- _What is expected_: Return each line of the listing that has the word "true" in it.

:: Records supplied ::

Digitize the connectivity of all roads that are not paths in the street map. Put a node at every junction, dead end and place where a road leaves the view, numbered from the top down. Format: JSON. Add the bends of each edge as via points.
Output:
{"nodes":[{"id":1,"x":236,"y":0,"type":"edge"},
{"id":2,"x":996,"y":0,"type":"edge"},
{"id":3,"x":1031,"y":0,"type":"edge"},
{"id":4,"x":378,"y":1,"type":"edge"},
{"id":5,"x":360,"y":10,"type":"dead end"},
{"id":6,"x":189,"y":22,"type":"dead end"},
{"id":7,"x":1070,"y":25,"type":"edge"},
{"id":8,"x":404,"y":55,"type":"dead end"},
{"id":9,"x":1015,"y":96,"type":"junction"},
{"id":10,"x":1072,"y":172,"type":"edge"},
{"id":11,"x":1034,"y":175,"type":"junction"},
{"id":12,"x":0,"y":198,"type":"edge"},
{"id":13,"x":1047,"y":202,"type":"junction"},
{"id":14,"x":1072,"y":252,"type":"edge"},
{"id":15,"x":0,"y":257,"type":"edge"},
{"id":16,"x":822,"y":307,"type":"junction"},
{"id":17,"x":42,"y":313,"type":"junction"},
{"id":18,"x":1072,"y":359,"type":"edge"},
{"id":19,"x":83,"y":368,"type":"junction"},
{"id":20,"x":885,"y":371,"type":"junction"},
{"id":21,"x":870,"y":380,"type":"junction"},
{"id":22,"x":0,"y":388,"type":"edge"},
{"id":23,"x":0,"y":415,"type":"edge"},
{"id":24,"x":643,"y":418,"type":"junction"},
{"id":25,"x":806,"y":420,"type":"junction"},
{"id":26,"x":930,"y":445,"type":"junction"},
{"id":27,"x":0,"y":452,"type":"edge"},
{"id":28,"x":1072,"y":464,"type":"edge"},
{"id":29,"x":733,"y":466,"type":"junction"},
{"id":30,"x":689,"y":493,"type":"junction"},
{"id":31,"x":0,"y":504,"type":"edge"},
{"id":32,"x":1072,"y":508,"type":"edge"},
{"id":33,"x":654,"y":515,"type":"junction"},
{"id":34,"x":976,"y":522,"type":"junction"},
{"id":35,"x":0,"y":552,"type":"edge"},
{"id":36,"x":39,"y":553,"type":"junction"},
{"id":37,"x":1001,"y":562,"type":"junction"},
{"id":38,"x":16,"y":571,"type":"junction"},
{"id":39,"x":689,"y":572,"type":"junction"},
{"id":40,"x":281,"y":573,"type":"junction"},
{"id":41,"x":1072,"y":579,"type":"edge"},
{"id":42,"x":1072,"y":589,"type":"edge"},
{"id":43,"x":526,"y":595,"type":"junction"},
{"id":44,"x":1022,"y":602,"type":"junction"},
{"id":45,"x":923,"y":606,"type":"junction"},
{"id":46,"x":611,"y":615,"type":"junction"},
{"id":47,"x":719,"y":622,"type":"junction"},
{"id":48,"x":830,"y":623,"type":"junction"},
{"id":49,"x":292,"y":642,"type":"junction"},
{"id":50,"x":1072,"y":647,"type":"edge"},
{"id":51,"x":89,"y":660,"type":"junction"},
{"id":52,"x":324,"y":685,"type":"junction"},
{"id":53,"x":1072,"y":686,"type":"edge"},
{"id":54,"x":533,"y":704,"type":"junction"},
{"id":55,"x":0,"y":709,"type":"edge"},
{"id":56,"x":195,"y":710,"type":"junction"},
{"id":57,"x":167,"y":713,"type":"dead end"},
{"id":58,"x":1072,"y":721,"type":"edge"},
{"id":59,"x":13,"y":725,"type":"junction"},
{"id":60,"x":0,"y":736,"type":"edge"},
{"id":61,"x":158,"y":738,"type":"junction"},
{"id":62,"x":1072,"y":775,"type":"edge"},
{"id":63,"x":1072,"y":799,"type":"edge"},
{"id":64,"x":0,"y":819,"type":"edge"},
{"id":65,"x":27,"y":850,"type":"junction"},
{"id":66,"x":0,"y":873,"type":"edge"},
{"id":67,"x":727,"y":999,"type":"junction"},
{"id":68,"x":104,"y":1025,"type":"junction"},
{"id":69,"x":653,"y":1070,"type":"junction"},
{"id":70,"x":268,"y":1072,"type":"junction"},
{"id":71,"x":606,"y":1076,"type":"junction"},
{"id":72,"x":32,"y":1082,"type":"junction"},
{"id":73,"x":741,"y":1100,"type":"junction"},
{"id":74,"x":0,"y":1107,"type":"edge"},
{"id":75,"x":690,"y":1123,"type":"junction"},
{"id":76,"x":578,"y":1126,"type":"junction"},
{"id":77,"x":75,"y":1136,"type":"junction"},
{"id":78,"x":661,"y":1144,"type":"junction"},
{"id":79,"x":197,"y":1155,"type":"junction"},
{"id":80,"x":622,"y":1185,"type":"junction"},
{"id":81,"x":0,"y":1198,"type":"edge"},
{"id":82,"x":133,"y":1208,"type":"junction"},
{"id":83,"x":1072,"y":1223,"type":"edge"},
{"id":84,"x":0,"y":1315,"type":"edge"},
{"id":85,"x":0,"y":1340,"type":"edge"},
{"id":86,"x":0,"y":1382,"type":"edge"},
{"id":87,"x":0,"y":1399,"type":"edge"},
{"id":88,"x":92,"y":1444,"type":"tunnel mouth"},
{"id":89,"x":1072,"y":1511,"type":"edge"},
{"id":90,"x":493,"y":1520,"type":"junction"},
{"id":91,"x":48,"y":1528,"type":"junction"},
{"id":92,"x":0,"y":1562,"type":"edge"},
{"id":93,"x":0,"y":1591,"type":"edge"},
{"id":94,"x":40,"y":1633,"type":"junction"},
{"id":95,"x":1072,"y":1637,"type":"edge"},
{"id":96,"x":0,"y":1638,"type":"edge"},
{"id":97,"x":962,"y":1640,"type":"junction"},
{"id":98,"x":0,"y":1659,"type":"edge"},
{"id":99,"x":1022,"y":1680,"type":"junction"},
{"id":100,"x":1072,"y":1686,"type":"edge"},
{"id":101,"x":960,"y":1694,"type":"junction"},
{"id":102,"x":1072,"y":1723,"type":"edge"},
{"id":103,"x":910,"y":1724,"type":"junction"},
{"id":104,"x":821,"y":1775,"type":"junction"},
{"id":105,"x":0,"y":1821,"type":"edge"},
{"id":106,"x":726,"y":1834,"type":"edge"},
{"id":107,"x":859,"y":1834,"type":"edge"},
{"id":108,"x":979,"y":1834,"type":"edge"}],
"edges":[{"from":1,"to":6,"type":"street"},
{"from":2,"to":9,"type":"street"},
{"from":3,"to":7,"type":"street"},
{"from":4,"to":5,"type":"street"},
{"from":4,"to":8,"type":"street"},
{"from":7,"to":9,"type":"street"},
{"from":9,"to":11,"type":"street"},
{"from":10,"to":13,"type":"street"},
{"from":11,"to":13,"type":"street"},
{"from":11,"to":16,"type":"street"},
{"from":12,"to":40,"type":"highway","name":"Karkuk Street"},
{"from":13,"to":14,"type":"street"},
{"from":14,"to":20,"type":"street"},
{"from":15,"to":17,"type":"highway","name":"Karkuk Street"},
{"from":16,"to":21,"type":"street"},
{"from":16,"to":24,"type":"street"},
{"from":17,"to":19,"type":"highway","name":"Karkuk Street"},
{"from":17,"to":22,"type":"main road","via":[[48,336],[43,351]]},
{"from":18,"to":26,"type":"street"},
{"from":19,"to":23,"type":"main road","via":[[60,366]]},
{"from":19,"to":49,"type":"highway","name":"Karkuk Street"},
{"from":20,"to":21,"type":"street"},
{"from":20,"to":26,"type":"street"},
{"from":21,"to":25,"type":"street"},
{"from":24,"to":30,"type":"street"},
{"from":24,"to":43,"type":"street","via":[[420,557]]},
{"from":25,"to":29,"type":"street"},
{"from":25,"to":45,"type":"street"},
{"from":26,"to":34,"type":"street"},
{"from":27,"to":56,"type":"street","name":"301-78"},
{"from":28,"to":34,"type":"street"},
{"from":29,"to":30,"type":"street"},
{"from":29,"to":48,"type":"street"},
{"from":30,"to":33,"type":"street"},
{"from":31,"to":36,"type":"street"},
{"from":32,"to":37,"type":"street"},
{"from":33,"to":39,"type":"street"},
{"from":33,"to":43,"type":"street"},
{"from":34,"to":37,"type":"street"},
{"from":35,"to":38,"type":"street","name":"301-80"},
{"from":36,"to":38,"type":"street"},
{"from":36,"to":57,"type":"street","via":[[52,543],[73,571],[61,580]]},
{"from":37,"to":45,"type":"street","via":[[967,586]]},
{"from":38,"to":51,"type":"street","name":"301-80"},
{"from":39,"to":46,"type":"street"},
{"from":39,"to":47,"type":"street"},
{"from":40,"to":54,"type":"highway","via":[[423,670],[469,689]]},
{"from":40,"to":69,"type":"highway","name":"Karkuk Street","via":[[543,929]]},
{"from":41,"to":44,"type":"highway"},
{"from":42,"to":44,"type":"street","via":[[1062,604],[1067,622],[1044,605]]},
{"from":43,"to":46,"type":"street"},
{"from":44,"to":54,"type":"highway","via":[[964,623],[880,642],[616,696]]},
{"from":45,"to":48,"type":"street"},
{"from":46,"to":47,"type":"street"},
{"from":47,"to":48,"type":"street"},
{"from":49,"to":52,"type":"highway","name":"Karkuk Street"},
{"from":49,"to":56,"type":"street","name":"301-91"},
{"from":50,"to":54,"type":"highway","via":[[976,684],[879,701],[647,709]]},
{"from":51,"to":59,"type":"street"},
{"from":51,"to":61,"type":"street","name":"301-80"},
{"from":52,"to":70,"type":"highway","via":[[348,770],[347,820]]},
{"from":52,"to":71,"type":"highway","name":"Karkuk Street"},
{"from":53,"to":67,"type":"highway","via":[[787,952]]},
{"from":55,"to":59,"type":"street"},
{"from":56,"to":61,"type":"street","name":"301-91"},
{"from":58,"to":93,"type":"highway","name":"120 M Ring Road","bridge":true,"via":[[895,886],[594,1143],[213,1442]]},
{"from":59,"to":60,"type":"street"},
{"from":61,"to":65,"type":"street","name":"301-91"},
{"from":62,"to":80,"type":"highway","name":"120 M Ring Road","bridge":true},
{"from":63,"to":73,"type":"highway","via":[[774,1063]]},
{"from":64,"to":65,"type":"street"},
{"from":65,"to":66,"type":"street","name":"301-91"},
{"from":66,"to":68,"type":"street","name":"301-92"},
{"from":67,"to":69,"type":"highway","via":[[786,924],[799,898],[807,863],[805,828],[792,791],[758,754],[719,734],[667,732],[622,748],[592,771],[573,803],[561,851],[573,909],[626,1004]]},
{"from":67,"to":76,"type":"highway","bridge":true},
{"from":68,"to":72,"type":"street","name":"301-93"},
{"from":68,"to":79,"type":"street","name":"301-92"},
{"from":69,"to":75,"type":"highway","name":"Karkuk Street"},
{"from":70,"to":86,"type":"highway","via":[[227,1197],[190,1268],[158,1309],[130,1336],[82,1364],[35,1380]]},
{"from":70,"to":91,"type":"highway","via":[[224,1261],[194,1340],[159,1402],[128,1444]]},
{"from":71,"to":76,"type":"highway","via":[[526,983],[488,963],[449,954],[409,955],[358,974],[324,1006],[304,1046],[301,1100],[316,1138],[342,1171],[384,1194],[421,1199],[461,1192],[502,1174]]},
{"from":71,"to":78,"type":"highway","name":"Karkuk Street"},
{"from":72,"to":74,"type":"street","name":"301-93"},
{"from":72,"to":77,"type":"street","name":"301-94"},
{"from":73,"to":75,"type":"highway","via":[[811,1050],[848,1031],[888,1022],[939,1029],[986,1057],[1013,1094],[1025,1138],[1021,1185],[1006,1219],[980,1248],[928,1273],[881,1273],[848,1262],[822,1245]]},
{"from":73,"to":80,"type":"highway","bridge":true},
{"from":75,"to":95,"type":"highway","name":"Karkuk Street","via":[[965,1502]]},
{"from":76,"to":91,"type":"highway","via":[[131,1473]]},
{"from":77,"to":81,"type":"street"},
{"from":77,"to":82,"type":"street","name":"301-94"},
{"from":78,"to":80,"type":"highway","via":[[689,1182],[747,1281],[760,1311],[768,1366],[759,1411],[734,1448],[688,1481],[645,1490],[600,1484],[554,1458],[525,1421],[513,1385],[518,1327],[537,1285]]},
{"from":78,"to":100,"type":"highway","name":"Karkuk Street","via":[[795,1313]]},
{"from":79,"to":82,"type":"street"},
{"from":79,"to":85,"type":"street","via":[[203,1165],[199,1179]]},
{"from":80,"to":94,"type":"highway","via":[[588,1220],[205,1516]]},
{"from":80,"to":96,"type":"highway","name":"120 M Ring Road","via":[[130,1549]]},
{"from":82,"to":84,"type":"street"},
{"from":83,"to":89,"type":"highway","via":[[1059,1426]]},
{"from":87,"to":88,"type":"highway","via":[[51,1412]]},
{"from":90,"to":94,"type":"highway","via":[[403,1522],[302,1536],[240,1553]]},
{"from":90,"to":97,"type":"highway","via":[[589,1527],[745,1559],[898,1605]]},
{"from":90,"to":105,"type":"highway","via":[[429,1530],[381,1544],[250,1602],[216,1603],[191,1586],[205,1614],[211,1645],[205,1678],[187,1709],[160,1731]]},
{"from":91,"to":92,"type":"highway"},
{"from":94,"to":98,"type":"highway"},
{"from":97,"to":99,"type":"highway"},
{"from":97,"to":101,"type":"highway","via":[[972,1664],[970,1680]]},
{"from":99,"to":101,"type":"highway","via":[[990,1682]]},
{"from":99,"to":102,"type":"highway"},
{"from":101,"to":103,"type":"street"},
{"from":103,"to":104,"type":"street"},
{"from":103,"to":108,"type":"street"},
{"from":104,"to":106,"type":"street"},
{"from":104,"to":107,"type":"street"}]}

:::

- _Exercise solution_:
{"from":58,"to":93,"type":"highway","name":"120 M Ring Road","bridge":true,"via":[[895,886],[594,1143],[213,1442]]},
{"from":62,"to":80,"type":"highway","name":"120 M Ring Road","bridge":true},
{"from":67,"to":76,"type":"highway","bridge":true},
{"from":73,"to":80,"type":"highway","bridge":true},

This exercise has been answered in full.